== Task requirements ==
Exactly what is written in the records below should be returned, minus the images.

Data extracted from a collection:
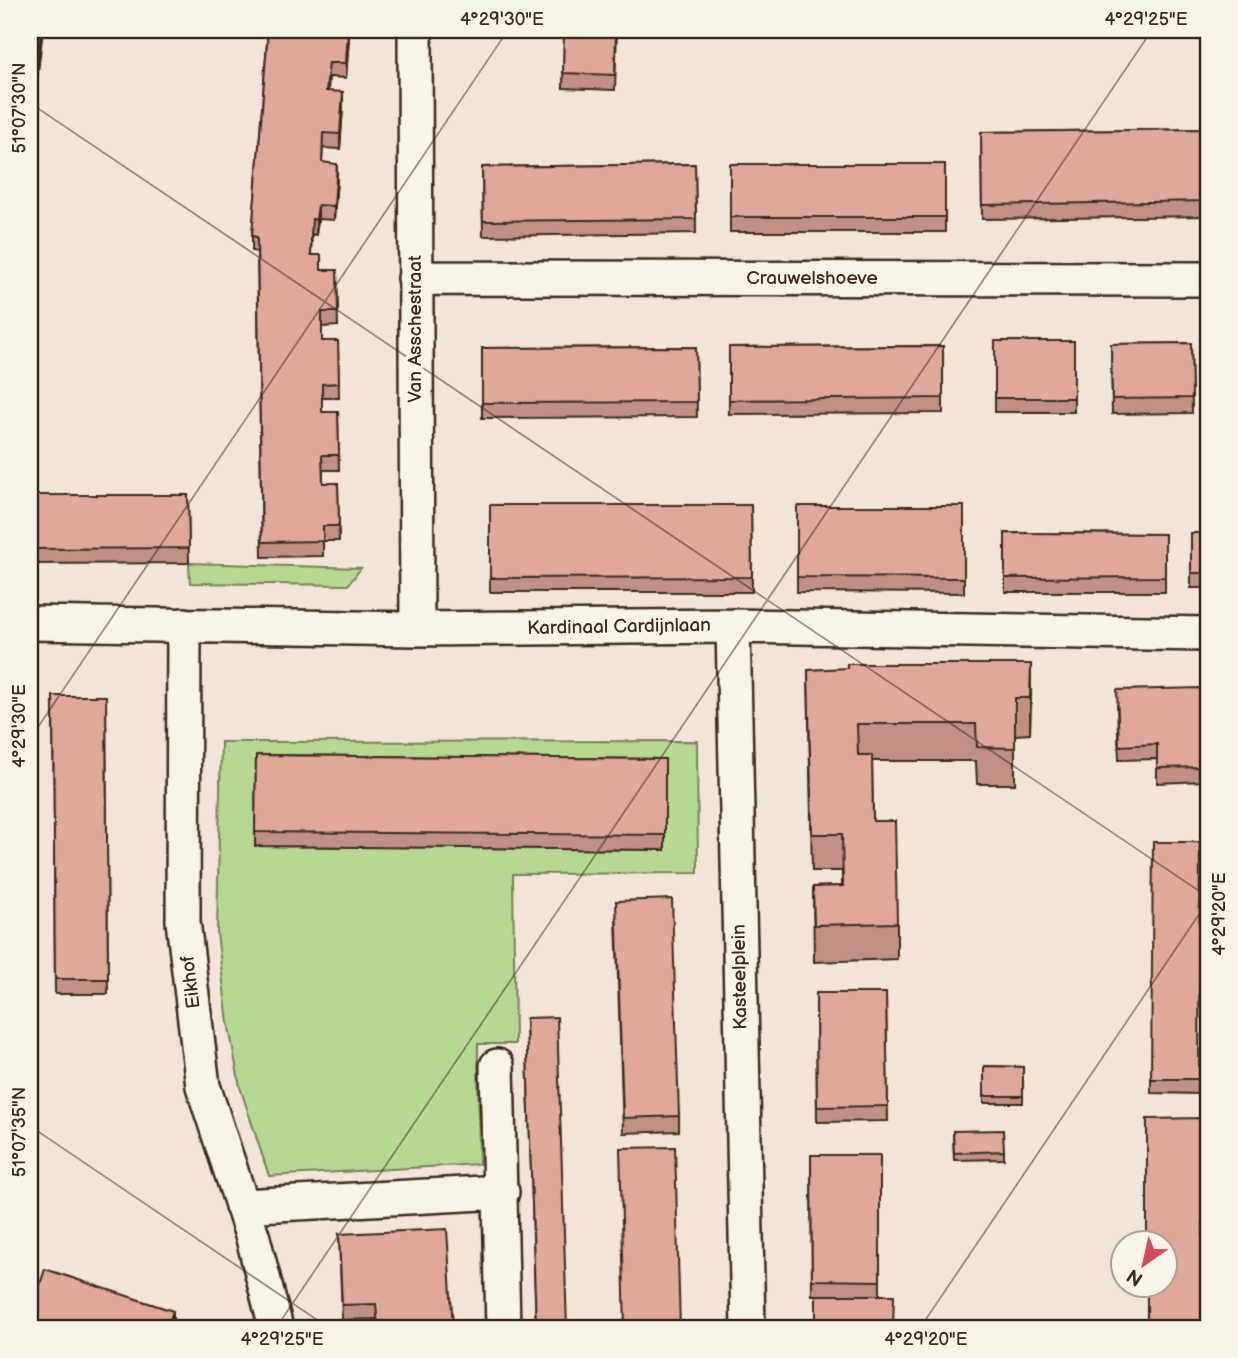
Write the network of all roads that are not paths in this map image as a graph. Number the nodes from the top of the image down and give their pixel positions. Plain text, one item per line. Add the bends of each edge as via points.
1 (416, 30) edge
2 (415, 278) junction
3 (1208, 279) edge
4 (30, 623) edge
5 (184, 625) junction
6 (733, 626) junction
7 (417, 629) junction
8 (1208, 634) edge
9 (497, 1066) dead end
10 (502, 1192) junction
11 (242, 1206) junction
12 (276, 1328) edge
13 (503, 1328) edge
14 (748, 1328) edge

1 - 2 street, Van Asschestraat
2 - 3 street, Crauwelshoeve
2 - 7 street, Van Asschestraat
4 - 5 street, Kardinaal Cardijnlaan
5 - 7 street, Kardinaal Cardijnlaan
5 - 11 street, Eikhof via 183,921 203,1086
6 - 7 street, Kardinaal Cardijnlaan
6 - 8 street, Kardinaal Cardijnlaan
6 - 14 street, Kasteelplein
9 - 10 street
10 - 11 street
10 - 13 street
11 - 12 street, Eikhof

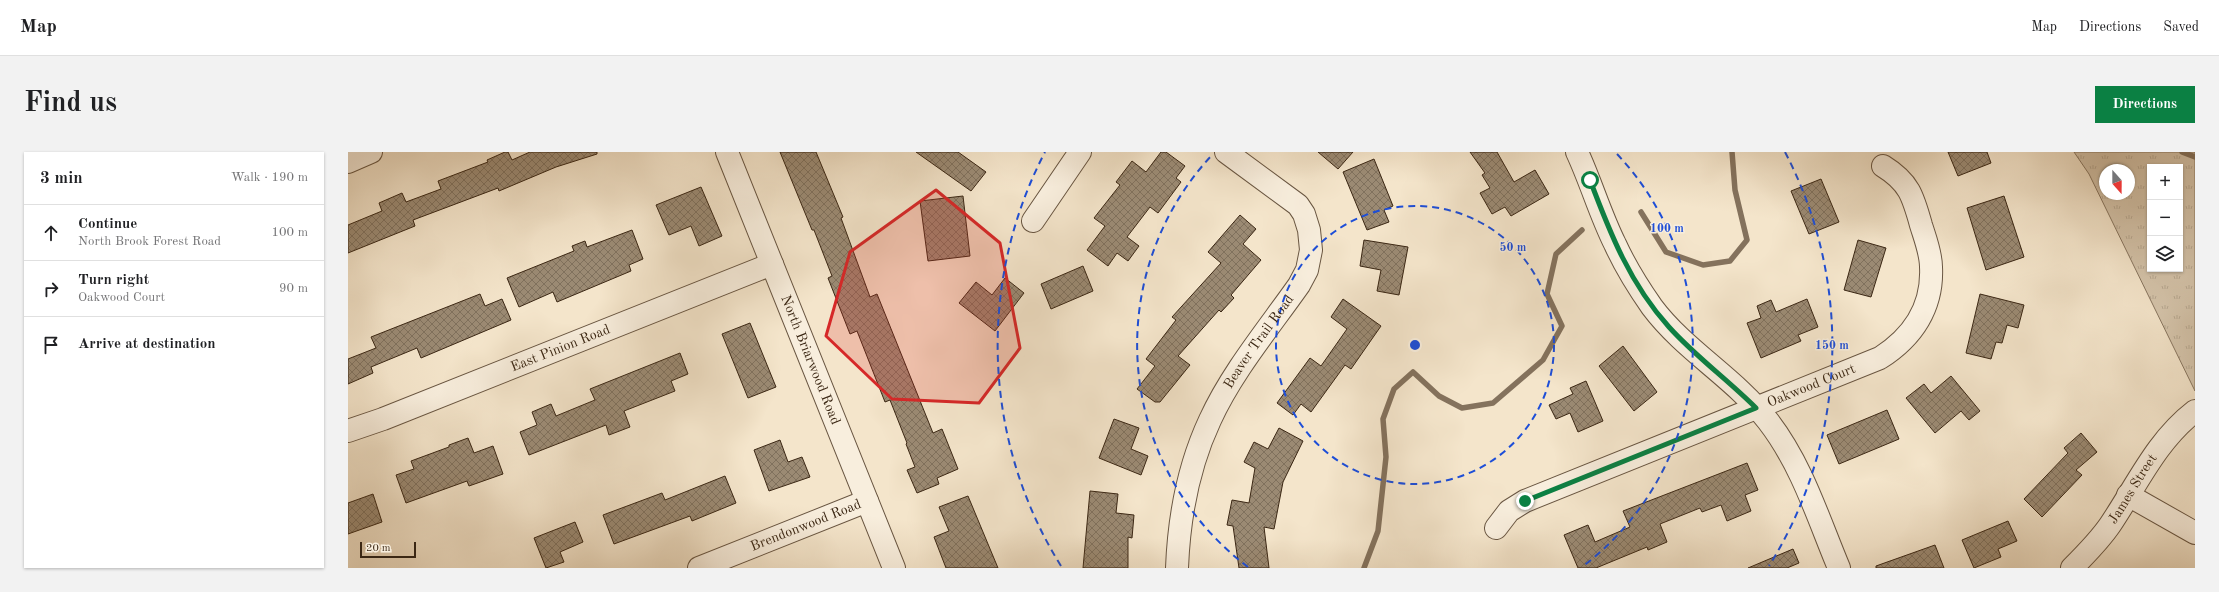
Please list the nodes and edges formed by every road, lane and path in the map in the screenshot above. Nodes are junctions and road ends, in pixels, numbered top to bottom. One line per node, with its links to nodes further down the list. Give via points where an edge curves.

== Response ==
Write the network of all roads that are not paths in this map image as a graph. Number the nodes from the top of the image down and give their pixel positions. Plain text, one item per line. Add the bends of each edge as via points.
1 (416, 30) edge
2 (415, 278) junction
3 (1208, 279) edge
4 (30, 623) edge
5 (184, 625) junction
6 (733, 626) junction
7 (417, 629) junction
8 (1208, 634) edge
9 (497, 1066) dead end
10 (502, 1192) junction
11 (242, 1206) junction
12 (276, 1328) edge
13 (503, 1328) edge
14 (748, 1328) edge

1 - 2 street, Van Asschestraat
2 - 3 street, Crauwelshoeve
2 - 7 street, Van Asschestraat
4 - 5 street, Kardinaal Cardijnlaan
5 - 7 street, Kardinaal Cardijnlaan
5 - 11 street, Eikhof via 183,921 203,1086
6 - 7 street, Kardinaal Cardijnlaan
6 - 8 street, Kardinaal Cardijnlaan
6 - 14 street, Kasteelplein
9 - 10 street
10 - 11 street
10 - 13 street
11 - 12 street, Eikhof

Please list the nodes and edges formed by every road, lane and path in the map in the screenshot above. Nodes are junctions and road ends, in pixels, numbered top to bottom. One line per node, with its links to nodes further down the list. Give via points where an edge curves.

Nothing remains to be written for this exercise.